Gilbert: It's very interesting, because in London you have to look at them with one eye, but in the gallery everybody can look completely freely. Because it is art, so you are allowed to look.

George: We do believe that we should always celebrate the whole in life. Not to be selective. To accept that inside you is everything — you have the potential murderer, the lover, the beast, everything. And to celebrate modern life you have to include the government, the church, the telephone book, the sex cards, and the flyers. We don't want to eliminate or discriminate.

Gilbert: But we are not showing everything. We are only showing some aspect that we like, that speaks to us. And that is a little bit on the edge.
What are you planning to do next?

George: Oh, we have a fantastic project. We have a huge series of pictures which we're about to create where the titles precede the images.

Gilbert: They're called the "London Pictures." They are going to be enormous, many will be as big as one wall. And we have the titles here, the beginning of the works.
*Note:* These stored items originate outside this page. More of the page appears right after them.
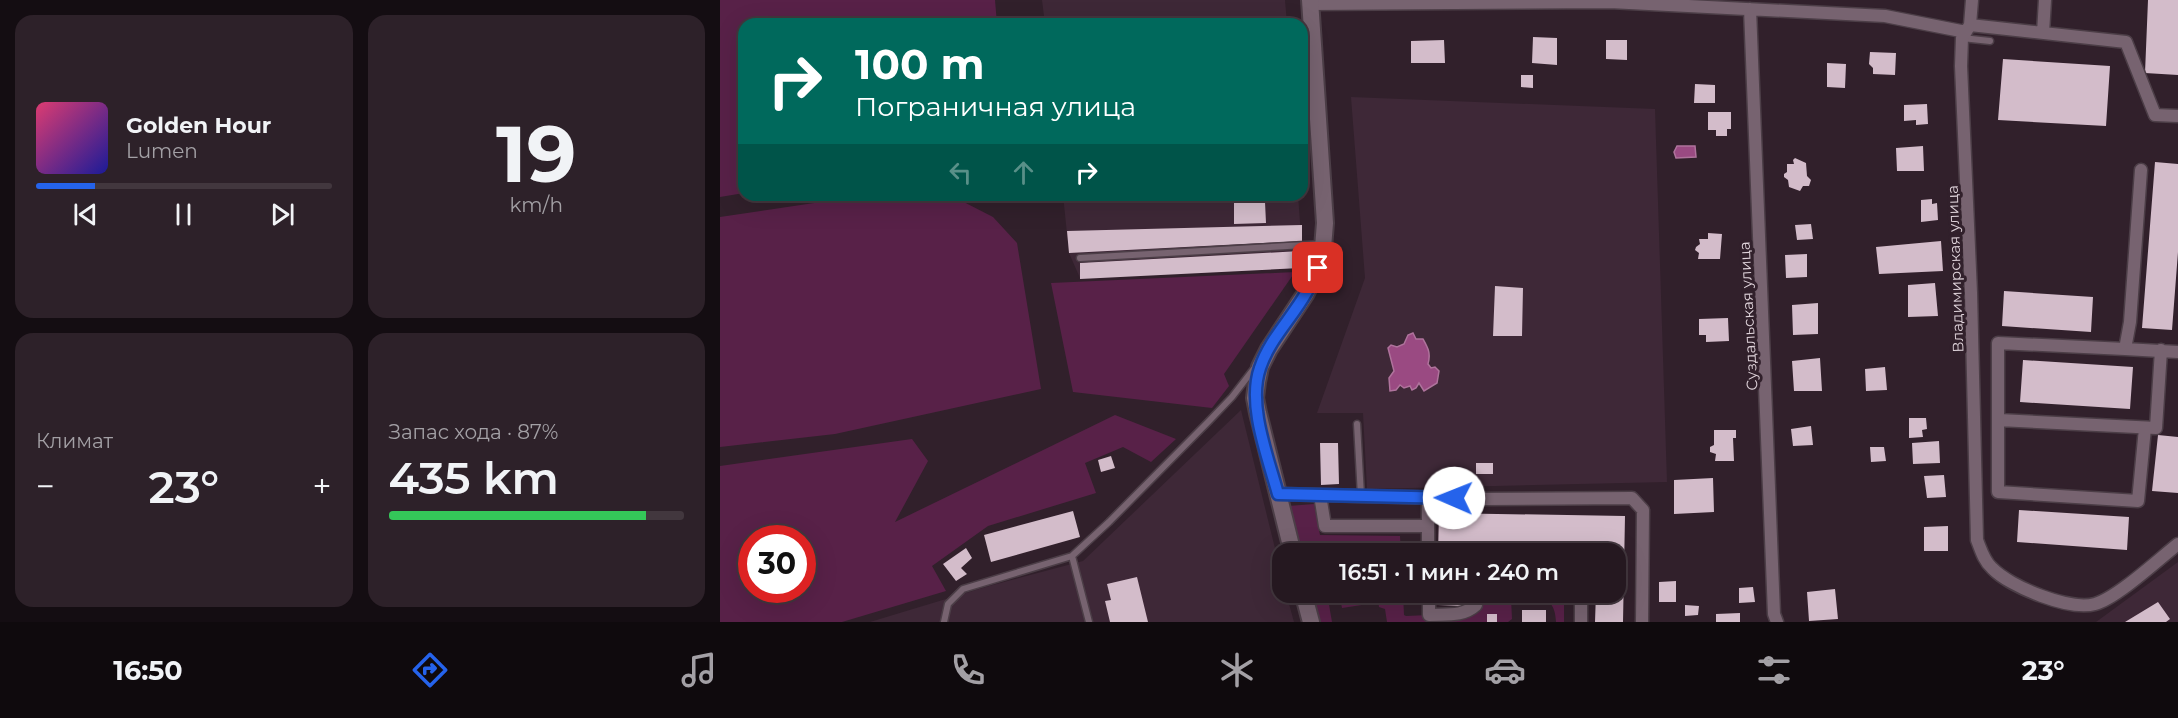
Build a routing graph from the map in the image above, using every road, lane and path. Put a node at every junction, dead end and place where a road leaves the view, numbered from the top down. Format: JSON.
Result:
{"nodes":[{"id":1,"x":1972,"y":0,"type":"edge"},
{"id":2,"x":2045,"y":0,"type":"edge"},
{"id":3,"x":1310,"y":2,"type":"edge"},
{"id":4,"x":1750,"y":9,"type":"junction"},
{"id":5,"x":1966,"y":32,"type":"junction"},
{"id":6,"x":2043,"y":33,"type":"junction"},
{"id":7,"x":1990,"y":41,"type":"dead end"},
{"id":8,"x":2178,"y":116,"type":"edge"},
{"id":9,"x":2141,"y":170,"type":"dead end"},
{"id":10,"x":1324,"y":244,"type":"junction"},
{"id":11,"x":1080,"y":258,"type":"dead end"},
{"id":12,"x":1269,"y":349,"type":"junction"},
{"id":13,"x":2125,"y":349,"type":"junction"},
{"id":14,"x":2161,"y":350,"type":"junction"},
{"id":15,"x":2178,"y":352,"type":"edge"},
{"id":16,"x":1999,"y":420,"type":"junction"},
{"id":17,"x":1357,"y":424,"type":"dead end"},
{"id":18,"x":2145,"y":428,"type":"junction"},
{"id":19,"x":1278,"y":494,"type":"junction"},
{"id":20,"x":1320,"y":495,"type":"junction"},
{"id":21,"x":1361,"y":495,"type":"junction"},
{"id":22,"x":1428,"y":498,"type":"junction"},
{"id":23,"x":1428,"y":526,"type":"junction"},
{"id":24,"x":1290,"y":543,"type":"edge"},
{"id":25,"x":1428,"y":543,"type":"edge"},
{"id":26,"x":2178,"y":544,"type":"edge"},
{"id":27,"x":1072,"y":556,"type":"junction"},
{"id":28,"x":1306,"y":603,"type":"edge"},
{"id":29,"x":1429,"y":603,"type":"edge"},
{"id":30,"x":1476,"y":603,"type":"edge"},
{"id":31,"x":1581,"y":603,"type":"edge"},
{"id":32,"x":944,"y":622,"type":"edge"},
{"id":33,"x":1089,"y":622,"type":"edge"},
{"id":34,"x":1311,"y":622,"type":"edge"},
{"id":35,"x":1581,"y":622,"type":"edge"},
{"id":36,"x":1642,"y":622,"type":"edge"},
{"id":37,"x":1777,"y":622,"type":"edge"}],
"edges":[{"from":1,"to":5,"type":"street","name":"Владимирская улица"},
{"from":2,"to":6,"type":"street"},
{"from":3,"to":4,"type":"street"},
{"from":3,"to":10,"type":"street"},
{"from":4,"to":5,"type":"street"},
{"from":4,"to":37,"type":"street","name":"Суздальская улица"},
{"from":5,"to":6,"type":"street"},
{"from":5,"to":7,"type":"lane"},
{"from":5,"to":26,"type":"street","name":"Владимирская улица"},
{"from":6,"to":8,"type":"street"},
{"from":9,"to":13,"type":"street"},
{"from":10,"to":11,"type":"lane"},
{"from":10,"to":12,"type":"street"},
{"from":12,"to":19,"type":"street"},
{"from":12,"to":27,"type":"lane"},
{"from":13,"to":14,"type":"street"},
{"from":13,"to":16,"type":"street"},
{"from":14,"to":15,"type":"street"},
{"from":14,"to":18,"type":"street"},
{"from":16,"to":18,"type":"street"},
{"from":16,"to":18,"type":"street"},
{"from":17,"to":21,"type":"lane"},
{"from":19,"to":20,"type":"street"},
{"from":19,"to":24,"type":"street"},
{"from":20,"to":21,"type":"street"},
{"from":20,"to":23,"type":"street"},
{"from":21,"to":22,"type":"street"},
{"from":22,"to":23,"type":"street"},
{"from":22,"to":36,"type":"street"},
{"from":23,"to":25,"type":"street"},
{"from":27,"to":32,"type":"lane"},
{"from":27,"to":33,"type":"lane"},
{"from":28,"to":34,"type":"street"},
{"from":29,"to":30,"type":"street"},
{"from":31,"to":35,"type":"street"}]}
George: Arrested, Attack, Baby, Blaze, Bomb, Boy, Caged, Child, Cute Kids, Cyclist, Dead, Death Plunge, Die, Dies, Drug, Drugs, Gang, Gay, Girl, Gun, Hanged, Jail, Jailed, Kids, Killed, Killer, Killing, Knife, Knifed, Knife Man, Lover, Man, Man Dies, Missing, Money, Murder, Old Age Pensioner, Pensioner, Pervert, Police, Porn, Rape, Rapist, School, Sex, Teen, Teenage, Teenager, Terror, Toddler, Woman, Youth, Yobs.